Your instructions: Scan the data below and copy each line where "Nodes" occurs.

=== Section Start ===

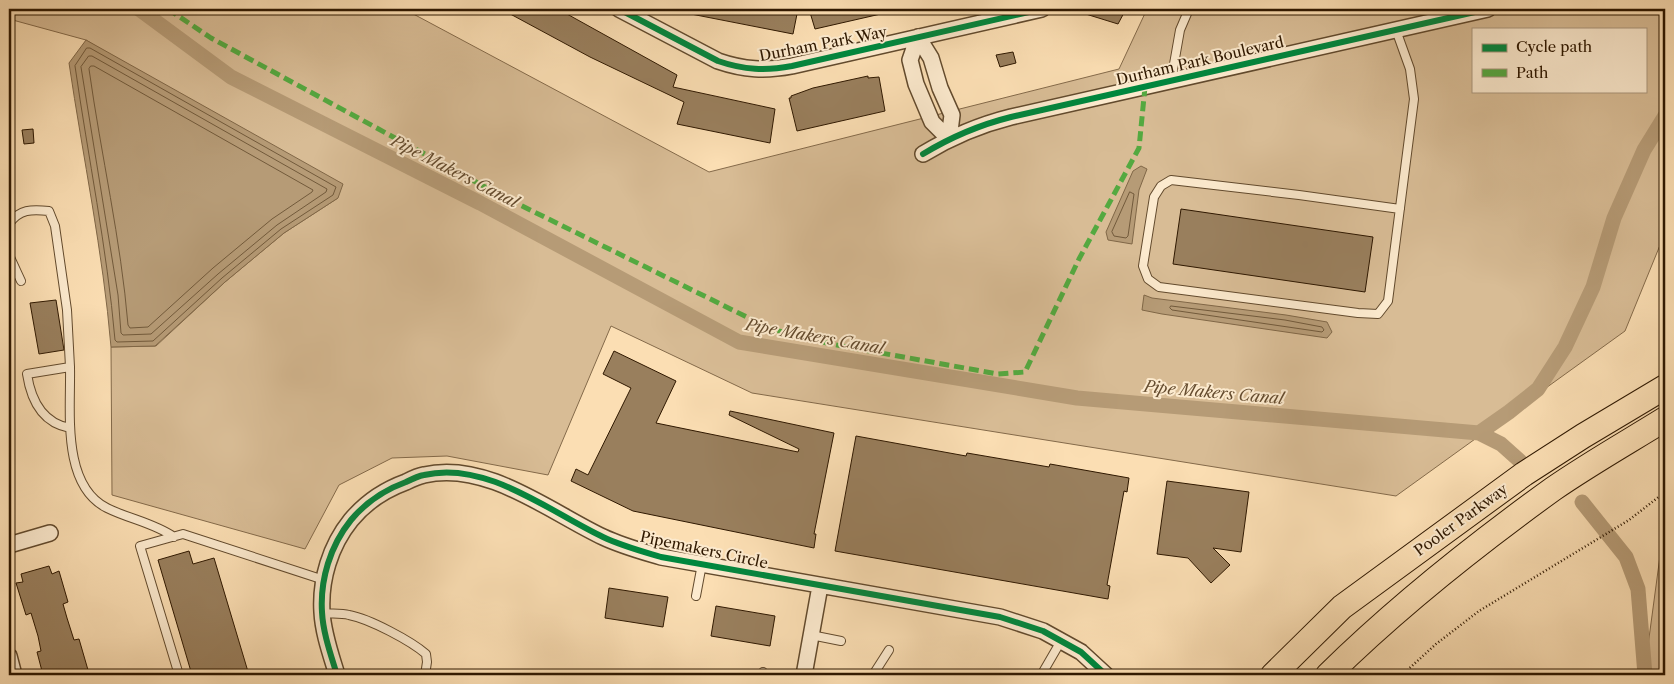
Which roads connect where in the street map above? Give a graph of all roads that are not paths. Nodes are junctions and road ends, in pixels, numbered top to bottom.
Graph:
1 (620, 9) edge
2 (1042, 9) edge
3 (1189, 9) edge
4 (1488, 9) edge
5 (1396, 30) junction
6 (918, 37) junction
7 (1171, 81) junction
8 (942, 94) junction
9 (922, 102) junction
10 (948, 139) junction
11 (923, 154) dead end
12 (1400, 209) junction
13 (9, 224) edge
14 (9, 255) edge
15 (21, 281) dead end
16 (70, 367) junction
17 (1665, 387) edge
18 (1665, 418) edge
19 (70, 428) junction
20 (50, 533) dead end
21 (174, 537) junction
22 (9, 545) edge
23 (702, 564) junction
24 (324, 580) junction
25 (820, 586) junction
26 (696, 596) dead end
27 (322, 613) junction
28 (811, 636) junction
29 (841, 641) dead end
30 (1061, 641) junction
31 (889, 650) dead end
32 (9, 656) edge
33 (1044, 672) dead end
34 (14, 675) edge
35 (178, 675) edge
36 (337, 675) edge
37 (426, 675) edge
38 (804, 675) edge
39 (873, 675) edge
40 (1106, 675) edge
41 (1273, 675) edge
42 (1328, 675) edge

1 - 6 street, Durham Park Way
2 - 6 street, Durham Park Way
3 - 7 lane
4 - 5 street, Durham Park Boulevard
5 - 7 street, Durham Park Boulevard
5 - 12 lane
6 - 8 street
6 - 9 street
7 - 10 street, Durham Park Boulevard
8 - 9 street
8 - 10 street
9 - 10 street
10 - 11 street, Durham Park Boulevard
12 - 12 lane
13 - 16 lane
14 - 15 lane
16 - 19 lane
16 - 19 lane
17 - 41 main road, Pooler Parkway
18 - 42 main road, Pooler Parkway
19 - 21 lane
20 - 22 street
21 - 24 lane
21 - 35 lane
23 - 24 street, Pipemakers Circle
23 - 25 street, Pipemakers Circle
23 - 26 lane
24 - 27 street, Pipemakers Circle
25 - 28 street
25 - 30 street, Pipemakers Circle
27 - 36 street, Pipemakers Circle
27 - 37 lane
28 - 29 lane
28 - 38 street
30 - 33 lane
30 - 40 street, Pipemakers Circle
31 - 39 lane
32 - 34 street

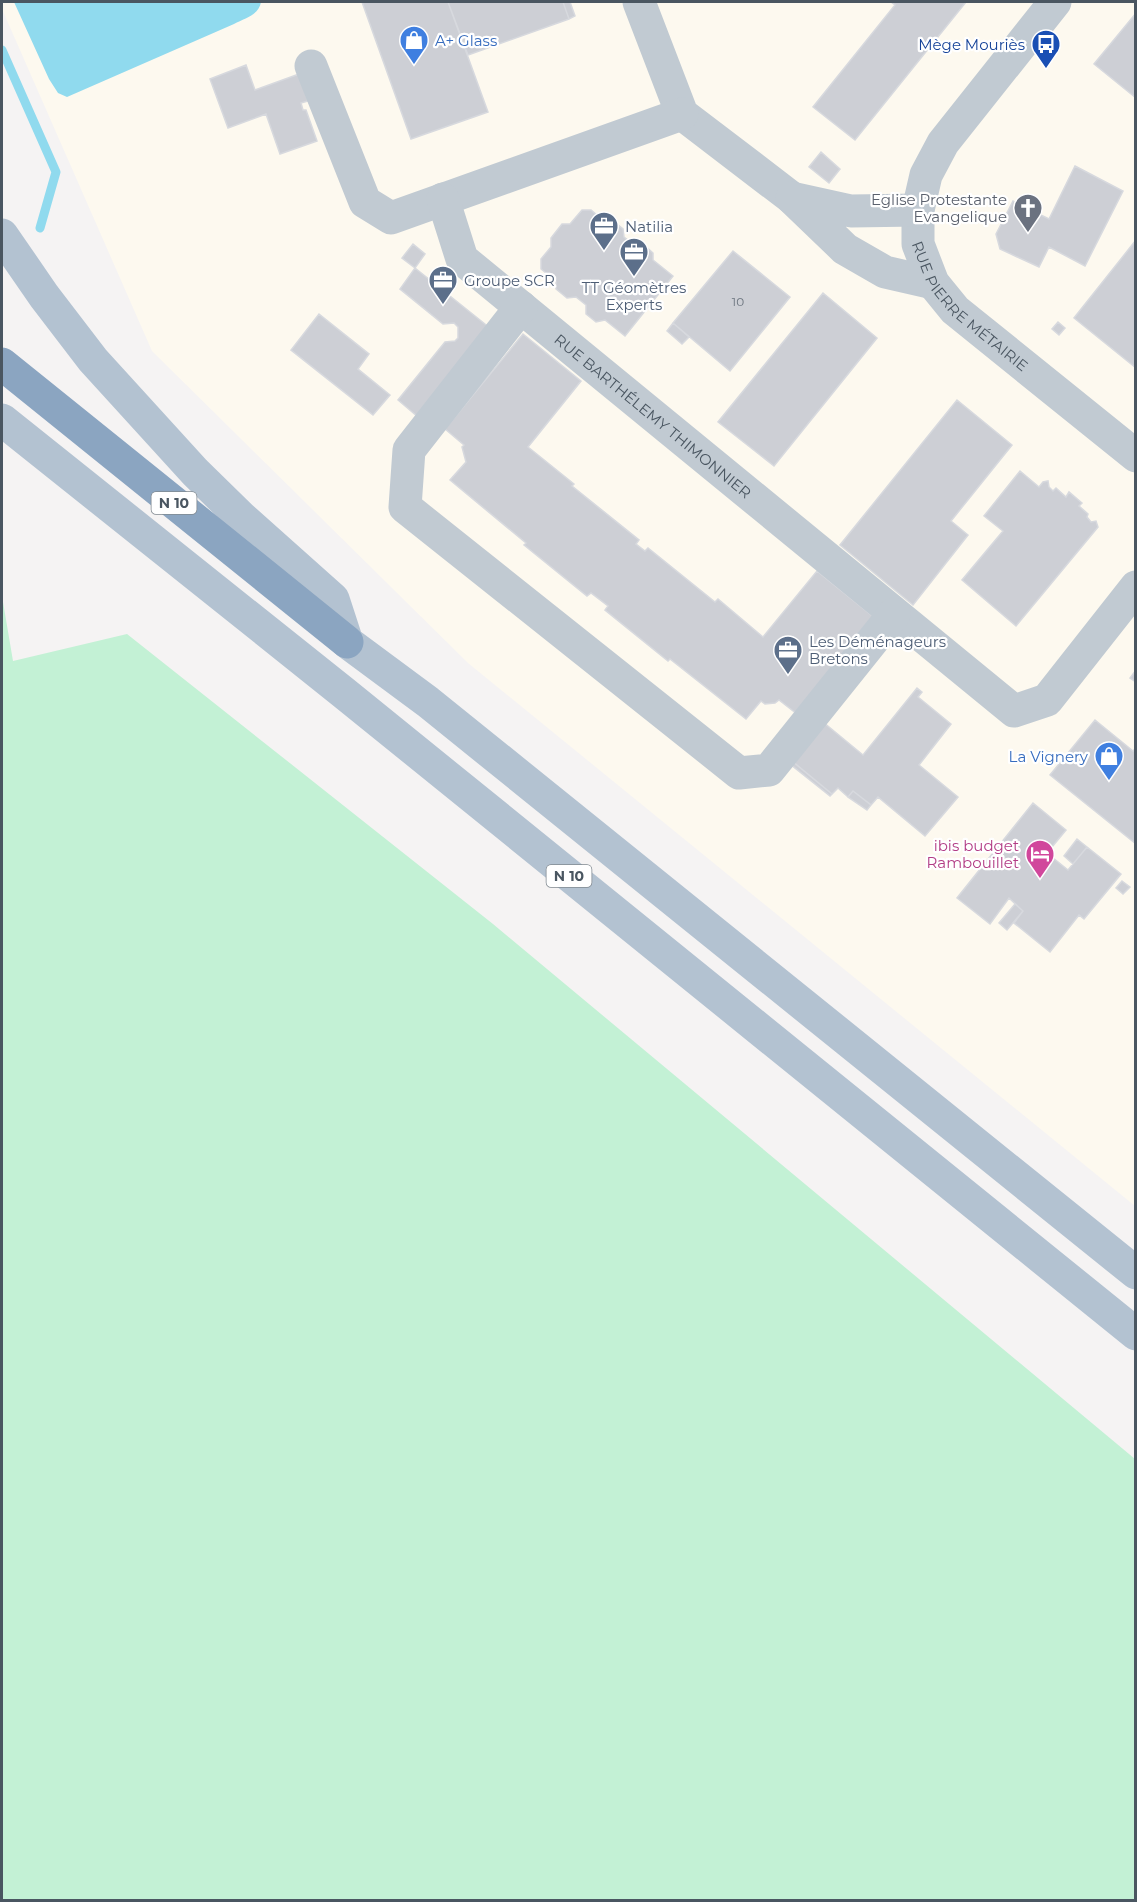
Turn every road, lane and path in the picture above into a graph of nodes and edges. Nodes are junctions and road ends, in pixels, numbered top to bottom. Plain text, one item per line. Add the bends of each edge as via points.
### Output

=== Section End ===

Response to this task:
Which roads connect where in the street map above? Give a graph of all roads that are not paths. Nodes are junctions and road ends, in pixels, numbered top to bottom.
Turn every road, lane and path in the picture above into a graph of nodes and edges. Nodes are junctions and road ends, in pixels, numbered top to bottom. Plain text, one item per line. Add the bends of each edge as via points.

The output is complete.